I could also mention the spectres of playacting and gamesmanship when certain teams come visiting, the pettiness of idiots on message boards, the drunken stupidity on twitter, the opposition fans that plague Bangor’s registration free message board, the players that leave just after we’ve been knocked out of Europe and the conceited gossip mongers that will casually plague you for the titbits to see if they tally with what they’ve “heard from Brian”.
On the other hand, momentary ecstasy makes up for twenty depressing draws. I cleared a row of seats when Dave Morley scored a last minute winner in the 2010 Welsh Cup Final at Parc Y Scarlets (Scarlets Park) and wept involuntarily when Bangor finally progressed in Europe. The purest of class A narcotics would not be able to recreate the sort of high that I experienced on the day that we won the league in 2011.
EIM once said going to football isn’t about the football and that about hits the nail on the head. The hopes of momentary ecstasy are all well and good but it’s the warmth of human contact that keeps me coming back. Many a drab matchday, or interminable rail journey to south Wales, has been enlivened by a discussion about music or a meandering story.
The bonds of friendship are so strong that we’re even friendly with each other away from Nantporth. We’ve felt happy at the stag dos, weddings and christenings and inconsolable at the funerals. We’ve even formed bands together. As for the trips to Europe you don’t even have to go to the game to have a memorable time, something I saw nearly 3 years ago.
The human element makes football.
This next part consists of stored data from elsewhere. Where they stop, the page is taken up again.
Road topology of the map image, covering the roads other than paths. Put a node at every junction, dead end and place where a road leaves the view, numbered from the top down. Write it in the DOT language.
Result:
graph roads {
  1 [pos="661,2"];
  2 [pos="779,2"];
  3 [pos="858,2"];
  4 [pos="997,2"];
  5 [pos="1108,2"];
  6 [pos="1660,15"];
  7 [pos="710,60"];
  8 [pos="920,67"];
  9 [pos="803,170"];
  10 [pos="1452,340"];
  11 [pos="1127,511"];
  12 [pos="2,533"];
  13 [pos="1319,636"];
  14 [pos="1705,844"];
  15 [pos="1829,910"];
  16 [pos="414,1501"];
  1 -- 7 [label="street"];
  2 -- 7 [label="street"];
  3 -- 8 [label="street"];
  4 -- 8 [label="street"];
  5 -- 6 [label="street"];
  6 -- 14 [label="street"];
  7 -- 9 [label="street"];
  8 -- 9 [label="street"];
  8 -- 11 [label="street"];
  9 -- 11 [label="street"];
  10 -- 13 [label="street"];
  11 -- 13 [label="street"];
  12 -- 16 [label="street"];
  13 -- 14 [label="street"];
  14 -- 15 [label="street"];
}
Whenever Bangor have played on a Friday evening I usually go and watch other clubs on a Saturday. Recently I’ve felt ennui if I’m on my own, as if I was ticking off a pointless list. I’ve started to hear the pity in peoples’ voices of people, a pity that probably always been there. The edge off that used to be taken off by my camera but it has become more resistant nowadays.
I have to try and start a conversation, sometimes it works and sometimes it doesn’t. When it works, like it has in Brentford, Celtic and FC United, it’s beautiful. The Brentford match was a good example, one minute I was thinking about the isolation of London life in the mid August sunshine and the next I’m staggering out of the pub they used on Green Street with Simon and he’s telling me to stay in touch. As I searched the pavements of Acton for the night bus stop to Oxford St. (a mix up with the tube times) I realised I’d always love football.
So let’s here it for football, where people, imagination and chalk come together!
I’m not altogether sure what I’ll solve by saying all that.